The ability to gain strength from chaos and crisis is a unique quality that only the finest and most ably run corporations exhibit. Nassim Taleb refers to companies that fit this description as being antifragile. This quality is especially rare in the bank industry, given the combination of high leverage and the unforgiving vicissitudes of the credit cycle which has led to the failure of thousands of banks over the years.
The keys to U.S. Bancorp's success under Davis are grounded in the fact that it's one of the most efficient banks in the country. Its efficiency ratio consistently hovers in the low-50% range, meaning that it spends just over half its revenue running the bank. Most of U.S. Bancorp's peers, by contrast, tend to have efficiency ratios in excess of 60%.

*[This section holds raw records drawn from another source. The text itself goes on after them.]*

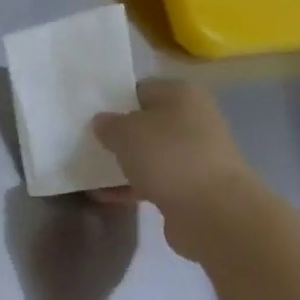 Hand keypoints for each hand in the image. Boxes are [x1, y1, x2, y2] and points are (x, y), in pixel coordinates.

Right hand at [92, 79, 259, 261]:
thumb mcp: (125, 132)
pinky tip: (103, 195)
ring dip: (123, 162)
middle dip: (118, 134)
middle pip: (146, 122)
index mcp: (181, 94)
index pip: (140, 89)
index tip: (89, 116)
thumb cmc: (167, 156)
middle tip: (87, 143)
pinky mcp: (190, 184)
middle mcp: (193, 119)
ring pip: (149, 152)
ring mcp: (194, 153)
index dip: (113, 101)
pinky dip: (129, 186)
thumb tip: (104, 122)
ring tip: (90, 171)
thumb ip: (108, 124)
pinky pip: (152, 179)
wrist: (211, 209)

It seems obvious why this matters -- the less a bank spends on operating expenses, the more revenue that's left over to distribute to shareholders and grow book value. But this masks how much discipline it takes for a bank to operate efficiently. It means that salaries will be lower. That offices won't be as opulent. And in U.S. Bancorp's case, that its employees don't get free coffee. In short, it's everything that most people don't associate with banking.
By operating efficiently, moreover, U.S. Bancorp minimized the incentive to pad its pockets artificially by underwriting higher yielding but riskier loans. This is all too tempting for banks and is one of the principal reasons that the efficiency ratio correlates closely not only to profitability, but to loan losses as well.
These traits, embedded in U.S. Bancorp's culture by Davis and his predecessor, Jerry Grundhofer, fueled an impressive surge in U.S. Bancorp's stock over the past decade. Even though the $450 billion bank has consistently distributed three quarters or more of its earnings to shareholders through dividends and buybacks under Davis' watch, its book value per share has still more than doubled since the beginning of 2007.
Including dividends, U.S. Bancorp created just under $40 billion worth of shareholder value while Davis was its CEO. That's split between a $22 billion increase in book value (book value per share multiplied by outstanding share count) coupled with $16 billion worth of dividends.
At 58, Davis is young to retire. He isn't going away completely, as he'll still be the chairman of the board. But this arrangement is likely to be temporary if Davis follows his predecessor's example, who relinquished his role on the board a year after he stepped down as CEO.
There's no better way to conclude a marvelous career than to go out on top on your own terms, which is exactly what Davis is doing.